2.Your INSERT rate will decline logarithmically. The INSERT into the data file is linear but the insert of the key into the index is log. At 180M records I was getting 153 INSERTs per second, which is also very close to the seek rate. It shows that MySQL is updating a leaf index block for almost every INSERT (as you would expect because it is indexed on entity but inserted in day order.). So you are looking at 2M/153 secs= 3.6hrs to do your daily insert of 2M rows. (Divided by whatever effect you can get by partition across systems or disks).
I had similar problem (although with much bigger scale - about your yearly usage every day)
Using one big table got me screeching to a halt - you can pull a few months but I guess you'll eventually partition it.
Don't forget to index the table, or else you'll be messing with tiny trickle of data every query; oh, and if you want to do mass queries, use flat files
Your description of the read patterns is not sufficient.

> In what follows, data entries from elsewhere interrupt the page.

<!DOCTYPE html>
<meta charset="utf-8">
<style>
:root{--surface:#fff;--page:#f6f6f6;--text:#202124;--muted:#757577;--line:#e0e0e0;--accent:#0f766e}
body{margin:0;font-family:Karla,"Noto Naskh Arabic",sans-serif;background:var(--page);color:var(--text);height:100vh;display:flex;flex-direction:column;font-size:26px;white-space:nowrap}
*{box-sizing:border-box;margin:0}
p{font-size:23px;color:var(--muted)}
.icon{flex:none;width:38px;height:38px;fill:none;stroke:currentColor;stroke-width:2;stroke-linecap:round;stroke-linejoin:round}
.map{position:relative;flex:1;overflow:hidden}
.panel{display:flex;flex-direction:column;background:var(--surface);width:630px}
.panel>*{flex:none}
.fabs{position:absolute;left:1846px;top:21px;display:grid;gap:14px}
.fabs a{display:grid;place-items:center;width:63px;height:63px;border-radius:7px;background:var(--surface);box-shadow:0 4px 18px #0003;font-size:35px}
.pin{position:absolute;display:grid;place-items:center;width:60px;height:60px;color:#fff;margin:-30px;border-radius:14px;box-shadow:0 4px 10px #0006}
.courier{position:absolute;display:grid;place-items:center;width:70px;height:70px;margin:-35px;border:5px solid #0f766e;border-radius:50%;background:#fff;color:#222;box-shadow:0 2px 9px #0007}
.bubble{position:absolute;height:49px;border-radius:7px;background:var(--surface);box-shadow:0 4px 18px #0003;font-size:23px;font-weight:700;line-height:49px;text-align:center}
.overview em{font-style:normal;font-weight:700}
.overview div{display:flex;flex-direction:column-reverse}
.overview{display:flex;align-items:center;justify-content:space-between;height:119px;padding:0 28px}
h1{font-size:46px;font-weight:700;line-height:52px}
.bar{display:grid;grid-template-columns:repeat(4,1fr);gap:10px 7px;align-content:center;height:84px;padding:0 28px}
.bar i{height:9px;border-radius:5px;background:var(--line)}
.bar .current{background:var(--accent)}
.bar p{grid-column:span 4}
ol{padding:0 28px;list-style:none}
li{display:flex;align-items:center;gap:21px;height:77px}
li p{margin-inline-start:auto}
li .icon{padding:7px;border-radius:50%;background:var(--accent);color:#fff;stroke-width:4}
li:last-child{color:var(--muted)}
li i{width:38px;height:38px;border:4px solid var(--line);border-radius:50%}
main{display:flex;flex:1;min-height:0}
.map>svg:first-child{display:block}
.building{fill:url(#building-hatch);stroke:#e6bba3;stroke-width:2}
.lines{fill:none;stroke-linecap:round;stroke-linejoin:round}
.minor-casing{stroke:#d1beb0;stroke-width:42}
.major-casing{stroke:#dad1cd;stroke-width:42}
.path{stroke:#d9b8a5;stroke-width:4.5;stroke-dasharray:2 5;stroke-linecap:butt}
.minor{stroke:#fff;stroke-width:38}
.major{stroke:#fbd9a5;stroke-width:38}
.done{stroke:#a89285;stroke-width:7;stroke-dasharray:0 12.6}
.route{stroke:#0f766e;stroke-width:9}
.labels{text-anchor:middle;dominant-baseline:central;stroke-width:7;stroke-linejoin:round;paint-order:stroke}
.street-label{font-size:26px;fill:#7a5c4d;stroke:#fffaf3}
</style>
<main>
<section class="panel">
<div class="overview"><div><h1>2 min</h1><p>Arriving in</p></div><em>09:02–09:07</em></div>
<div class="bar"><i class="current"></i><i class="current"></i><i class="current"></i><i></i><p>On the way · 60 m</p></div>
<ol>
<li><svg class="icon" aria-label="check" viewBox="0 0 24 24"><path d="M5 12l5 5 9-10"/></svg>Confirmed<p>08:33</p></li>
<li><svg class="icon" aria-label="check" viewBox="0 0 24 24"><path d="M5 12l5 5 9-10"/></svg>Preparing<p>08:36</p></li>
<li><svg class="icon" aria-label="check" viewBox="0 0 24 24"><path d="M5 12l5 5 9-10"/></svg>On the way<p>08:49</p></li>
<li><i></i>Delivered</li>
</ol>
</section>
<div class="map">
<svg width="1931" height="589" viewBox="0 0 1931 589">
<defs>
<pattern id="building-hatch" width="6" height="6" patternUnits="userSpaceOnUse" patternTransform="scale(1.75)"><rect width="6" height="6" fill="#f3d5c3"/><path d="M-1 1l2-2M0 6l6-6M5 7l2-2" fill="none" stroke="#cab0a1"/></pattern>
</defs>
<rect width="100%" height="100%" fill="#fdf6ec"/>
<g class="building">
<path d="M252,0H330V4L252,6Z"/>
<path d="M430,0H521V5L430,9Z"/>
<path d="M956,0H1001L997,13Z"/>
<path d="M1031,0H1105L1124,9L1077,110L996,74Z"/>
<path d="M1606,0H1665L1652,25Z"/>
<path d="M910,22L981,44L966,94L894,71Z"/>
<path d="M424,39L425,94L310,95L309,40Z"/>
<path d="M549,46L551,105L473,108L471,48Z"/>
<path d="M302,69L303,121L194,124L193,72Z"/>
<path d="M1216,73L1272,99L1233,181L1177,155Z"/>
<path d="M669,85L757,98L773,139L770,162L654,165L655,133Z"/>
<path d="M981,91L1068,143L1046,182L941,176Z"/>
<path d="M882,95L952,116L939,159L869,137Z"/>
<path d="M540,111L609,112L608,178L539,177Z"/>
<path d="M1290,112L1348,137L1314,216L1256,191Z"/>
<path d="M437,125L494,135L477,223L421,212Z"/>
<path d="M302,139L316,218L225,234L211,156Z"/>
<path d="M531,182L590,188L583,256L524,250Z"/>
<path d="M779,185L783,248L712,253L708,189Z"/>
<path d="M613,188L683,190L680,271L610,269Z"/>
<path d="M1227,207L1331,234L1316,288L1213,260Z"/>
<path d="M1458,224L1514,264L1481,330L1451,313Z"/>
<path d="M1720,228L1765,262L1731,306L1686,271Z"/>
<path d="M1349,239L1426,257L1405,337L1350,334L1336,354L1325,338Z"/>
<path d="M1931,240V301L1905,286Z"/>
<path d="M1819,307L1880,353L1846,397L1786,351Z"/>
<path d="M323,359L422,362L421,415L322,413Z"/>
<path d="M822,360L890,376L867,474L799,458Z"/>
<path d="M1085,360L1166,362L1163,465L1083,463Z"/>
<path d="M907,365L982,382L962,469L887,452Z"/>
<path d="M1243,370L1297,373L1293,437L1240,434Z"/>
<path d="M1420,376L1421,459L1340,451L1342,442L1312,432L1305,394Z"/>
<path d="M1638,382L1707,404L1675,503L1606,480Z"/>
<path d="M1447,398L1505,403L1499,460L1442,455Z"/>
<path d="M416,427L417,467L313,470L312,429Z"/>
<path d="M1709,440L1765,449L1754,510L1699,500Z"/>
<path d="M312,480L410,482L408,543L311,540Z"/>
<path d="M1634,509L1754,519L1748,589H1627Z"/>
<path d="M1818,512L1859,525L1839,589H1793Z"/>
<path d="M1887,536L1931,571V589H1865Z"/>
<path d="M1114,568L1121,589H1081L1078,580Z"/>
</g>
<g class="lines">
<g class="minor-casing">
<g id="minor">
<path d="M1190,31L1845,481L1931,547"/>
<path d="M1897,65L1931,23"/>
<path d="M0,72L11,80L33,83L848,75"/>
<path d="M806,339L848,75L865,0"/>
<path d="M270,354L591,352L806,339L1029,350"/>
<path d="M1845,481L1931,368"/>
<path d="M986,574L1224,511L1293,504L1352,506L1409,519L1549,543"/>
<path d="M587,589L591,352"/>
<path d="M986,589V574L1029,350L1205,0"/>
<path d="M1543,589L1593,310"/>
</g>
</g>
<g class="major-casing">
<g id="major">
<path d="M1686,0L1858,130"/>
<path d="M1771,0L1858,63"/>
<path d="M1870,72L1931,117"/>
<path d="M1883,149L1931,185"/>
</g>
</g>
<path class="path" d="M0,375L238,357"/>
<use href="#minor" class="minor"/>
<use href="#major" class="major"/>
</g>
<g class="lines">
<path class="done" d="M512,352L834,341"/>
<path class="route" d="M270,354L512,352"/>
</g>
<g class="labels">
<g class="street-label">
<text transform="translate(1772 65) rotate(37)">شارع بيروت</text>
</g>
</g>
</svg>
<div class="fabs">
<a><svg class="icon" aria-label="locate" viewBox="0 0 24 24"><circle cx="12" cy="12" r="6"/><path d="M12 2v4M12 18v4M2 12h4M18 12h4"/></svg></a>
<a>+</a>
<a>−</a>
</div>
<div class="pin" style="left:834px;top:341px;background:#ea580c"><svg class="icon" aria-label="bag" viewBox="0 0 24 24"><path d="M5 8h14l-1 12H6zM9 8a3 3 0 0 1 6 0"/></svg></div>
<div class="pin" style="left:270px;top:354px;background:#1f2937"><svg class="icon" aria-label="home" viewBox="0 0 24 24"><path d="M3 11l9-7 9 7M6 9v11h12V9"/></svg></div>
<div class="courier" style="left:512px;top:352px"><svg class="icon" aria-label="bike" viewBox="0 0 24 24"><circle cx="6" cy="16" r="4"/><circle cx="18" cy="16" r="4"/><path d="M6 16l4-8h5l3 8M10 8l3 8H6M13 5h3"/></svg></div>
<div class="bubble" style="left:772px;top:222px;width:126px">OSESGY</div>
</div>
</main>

You'll need to describe what amounts of data will be retrieved, how often and how much deviation there will be in the queries.
This will allow you to consider doing compression on some of the columns.
Also consider archiving and partitioning.
If you want to handle huge data with millions of rows it can be considered similar to time series database which logs the time and saves the data to the database. Some of the ways to store the data is using InfluxDB and MongoDB.